Pendant tout mon séjour à Mayotte, j’ai été marqué par ce paysage qui, du point de vue des services publics, ressemble plus à un désert pour ses habitants . Ce sont tous les pans de l’existence qui sont concernés : pour les Mahorais, la quête de dignité commence à la naissance et est un combat sans fin. Comment peut vivre ici la promesse républicaine de liberté, d’égalité, de fraternité ? Mayotte paye ici un sous-investissement chronique. Je me rappelle les mots méprisants d’Emmanuel Macron à un Mahorais au lendemain du cyclone : « si c’était pas la France, vous seriez 10.000 fois plus dans la merde ». Est-ce vraiment la France, le délaissement de ce département depuis plus de 20 ans ? Est-ce toujours la France, les inégalités vis-a-vis du reste du territoire avec un RSA 50% moins élevé, une CMU inexistante, un SMIC et des allocations plus faibles – alors que la vie y est plus chère ?
Ce sous-investissement structurel des pouvoirs publics à Mayotte nous rend aveugles. Là-bas, l’Etat avance à tâtons, sans connaître ni la population, ni la réalité du territoire. Faute de pouvoir estimer le nombre d’habitants, on est dans l’incapacité de calibrer l’action des pouvoirs publics au regard des besoins des Mahorais. Même plus de deux mois après la catastrophe Chido, le bilan humain n’est pas connu avec précision. J’ai entendu la promesse d’un recensement qui va bientôt être lancé. N’est-ce pas contradictoire de le faire après la loi Programme, qui vise justement à « planifier à hauteur des besoins » ? La réalité, c’est que l’Etat n’a pas agit à hauteur des besoins de son 101ème département, et qu’il a laissé grossir les problèmes. L’économie informelle et l’habitat insalubre ne se sont pas installés dans l’archipel, malgré la présence des pouvoirs publics. Ils ont, au contraire, grossi de leur absence de capacités adaptées et la question reste posée, de volonté de changer la donne. J’ai beaucoup d’estime pour les services de l’Etat et les fonctionnaires que j’ai rencontrés et qui essaient d’agir sur place, autant que possible. Mais on ne peut administrer un territoire – a fortiori un archipel avec une situation aussi complexe que Mayotte – avec la seule bonne volonté des agents. Ce travail est voué à l’échec s’il n’est pas accolé à un vrai effort de l’Etat central d’investissement, de présence, d’accompagnement effectif.

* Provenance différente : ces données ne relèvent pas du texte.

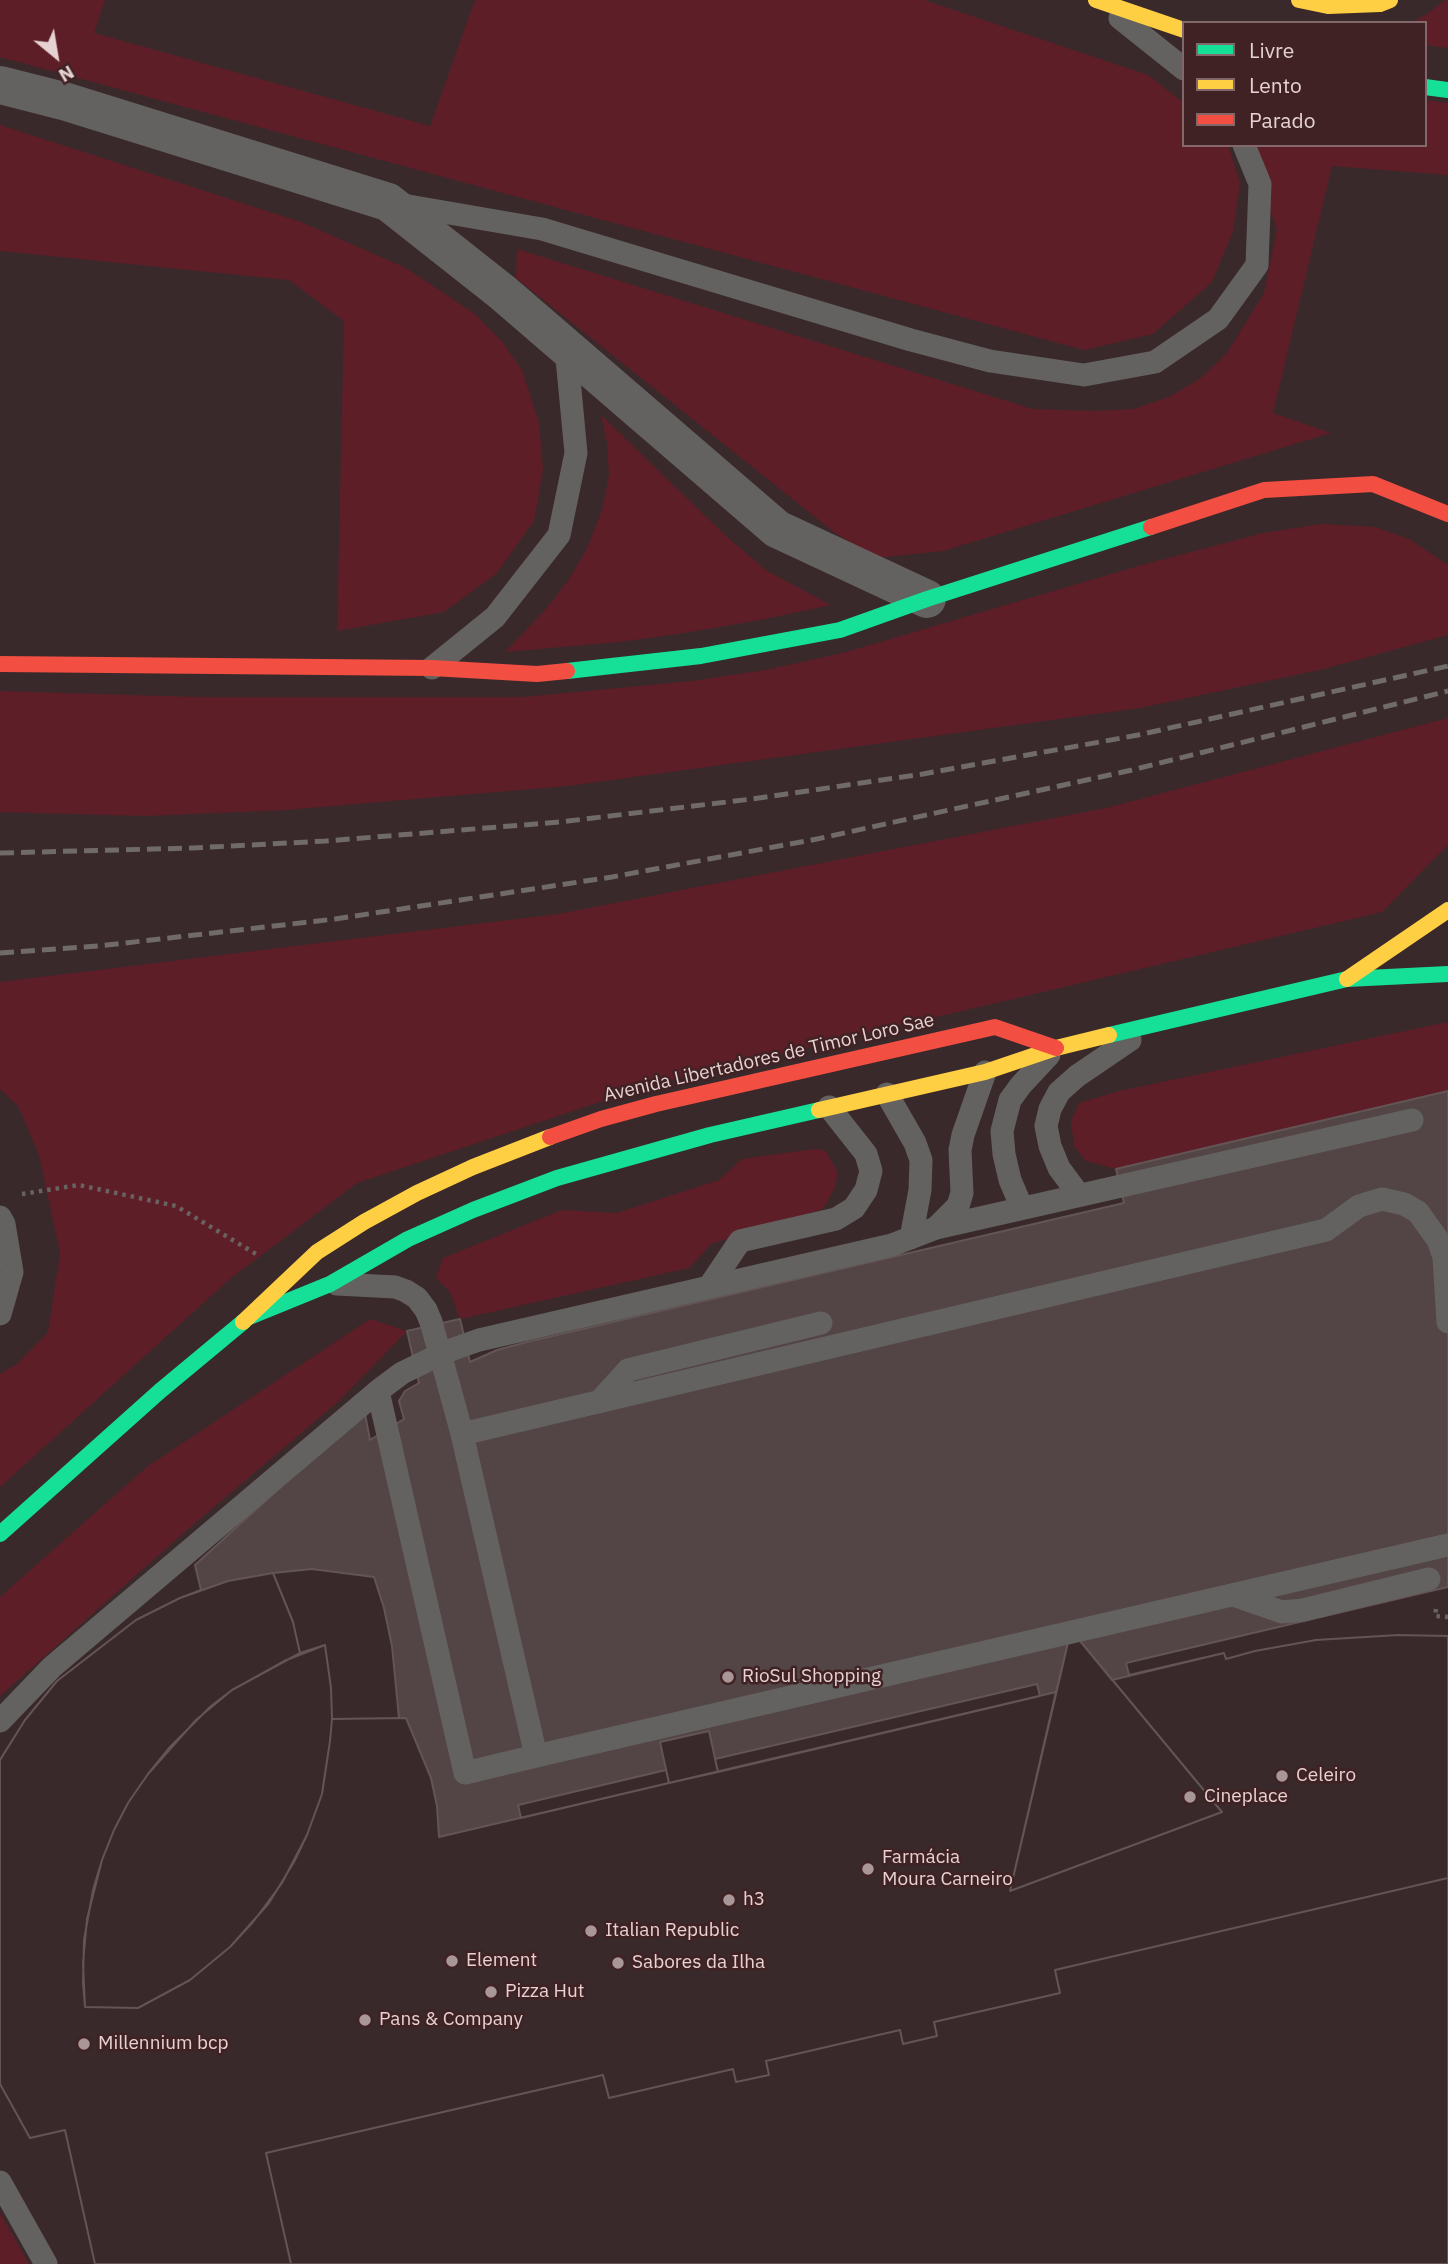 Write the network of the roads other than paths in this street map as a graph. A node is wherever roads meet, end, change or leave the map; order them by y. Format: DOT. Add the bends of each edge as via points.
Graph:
graph roads {
  1 [pos="1097,0"];
  2 [pos="1299,0"];
  3 [pos="1390,0"];
  4 [pos="1182,29"];
  5 [pos="1182,67"];
  6 [pos="0,85"];
  7 [pos="1427,87"];
  8 [pos="1448,90"];
  9 [pos="1245,147"];
  10 [pos="388,202"];
  11 [pos="566,348"];
  12 [pos="1448,514"];
  13 [pos="927,599"];
  14 [pos="0,664"];
  15 [pos="432,668"];
  16 [pos="1448,910"];
  17 [pos="1448,974"];
  18 [pos="1348,979"];
  19 [pos="1152,1025"];
  20 [pos="995,1027"];
  21 [pos="1056,1048"];
  22 [pos="833,1063"];
  23 [pos="985,1072"];
  24 [pos="887,1094"];
  25 [pos="829,1107"];
  26 [pos="1412,1120"];
  27 [pos="1079,1195"];
  28 [pos="1022,1208"];
  29 [pos="0,1217"];
  30 [pos="936,1228"];
  31 [pos="911,1238"];
  32 [pos="330,1284"];
  33 [pos="709,1287"];
  34 [pos="0,1314"];
  35 [pos="250,1317"];
  36 [pos="1448,1322"];
  37 [pos="821,1323"];
  38 [pos="378,1391"];
  39 [pos="599,1402"];
  40 [pos="462,1434"];
  41 [pos="0,1534"];
  42 [pos="1448,1545"];
  43 [pos="1429,1579"];
  44 [pos="1233,1595"];
  45 [pos="0,1721"];
  46 [pos="536,1756"];
  47 [pos="0,2182"];
  48 [pos="46,2264"];
  1 -- 4 [label="main road"];
  1 -- 5 [label="lane"];
  2 -- 3 [label="main road" via="1328,6"];
  6 -- 10 [label="street"];
  7 -- 8 [label="main road"];
  9 -- 10 [label="lane" via="1260,184 1257,265 1218,319 1155,362 1084,375 990,361 911,340 542,229"];
  10 -- 11 [label="street"];
  11 -- 13 [label="street" via="777,528"];
  11 -- 15 [label="lane" via="576,453 559,535 495,617"];
  12 -- 13 [label="main road" via="1373,484 1264,490"];
  13 -- 15 [label="main road" via="840,630 701,656 537,674"];
  14 -- 15 [label="main road"];
  16 -- 18 [label="main road, Avenida Libertadores de Timor Loro Sae"];
  17 -- 18 [label="main road, Avenida Libertadores de Timor Loro Sae"];
  18 -- 19 [label="main road, Avenida Libertadores de Timor Loro Sae"];
  19 -- 21 [label="main road, Avenida Libertadores de Timor Loro Sae"];
  19 -- 27 [label="lane" via="1077,1076 1059,1092 1050,1109 1046,1126 1050,1146"];
  20 -- 21 [label="main road"];
  20 -- 22 [label="main road, Avenida Libertadores de Timor Loro Sae"];
  20 -- 23 [label="main road"];
  21 -- 23 [label="main road, Avenida Libertadores de Timor Loro Sae"];
  21 -- 28 [label="lane" via="1010,1100 1002,1131 1010,1180"];
  22 -- 24 [label="main road"];
  22 -- 35 [label="main road, Avenida Libertadores de Timor Loro Sae" via="601,1119 472,1167 364,1222 317,1252"];
  23 -- 24 [label="main road, Avenida Libertadores de Timor Loro Sae"];
  23 -- 30 [label="lane" via="960,1150 962,1194 958,1206"];
  24 -- 25 [label="main road, Avenida Libertadores de Timor Loro Sae"];
  24 -- 31 [label="lane" via="921,1160"];
  25 -- 32 [label="main road, Avenida Libertadores de Timor Loro Sae" via="557,1178 419,1234"];
  25 -- 33 [label="lane" via="866,1154 871,1171 866,1190 854,1208 836,1219 740,1241"];
  26 -- 27 [label="lane"];
  27 -- 28 [label="lane"];
  28 -- 30 [label="lane"];
  29 -- 34 [label="lane" via="12,1272"];
  30 -- 31 [label="lane"];
  31 -- 33 [label="lane"];
  32 -- 35 [label="main road, Avenida Libertadores de Timor Loro Sae"];
  32 -- 40 [label="lane, bridge" via="395,1287 417,1298 431,1322"];
  33 -- 38 [label="lane" via="479,1340 402,1373"];
  35 -- 41 [label="main road, Avenida Libertadores de Timor Loro Sae"];
  36 -- 39 [label="lane" via="1444,1257 1438,1240 1418,1212 1382,1199 1359,1206 1326,1230"];
  37 -- 39 [label="lane" via="628,1370"];
  38 -- 45 [label="lane" via="52,1667"];
  38 -- 46 [label="lane" via="466,1773"];
  39 -- 40 [label="lane"];
  40 -- 46 [label="lane"];
  42 -- 44 [label="lane"];
  43 -- 44 [label="lane" via="1282,1612"];
  44 -- 46 [label="lane"];
  47 -- 48 [label="lane"];
}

Le cyclone Chido, en balayant Mayotte, a révélé au monde ses vulnérabilités. L’absence de vie digne pour les Mahorais est devenue une habitude que nous devons conjurer à tout prix. Cela suppose de regarder en face la situation, telle qu’elle est. Cela nous amènera dans une prochaine note à traiter de la pauvreté dans l’île et de la réalité économique.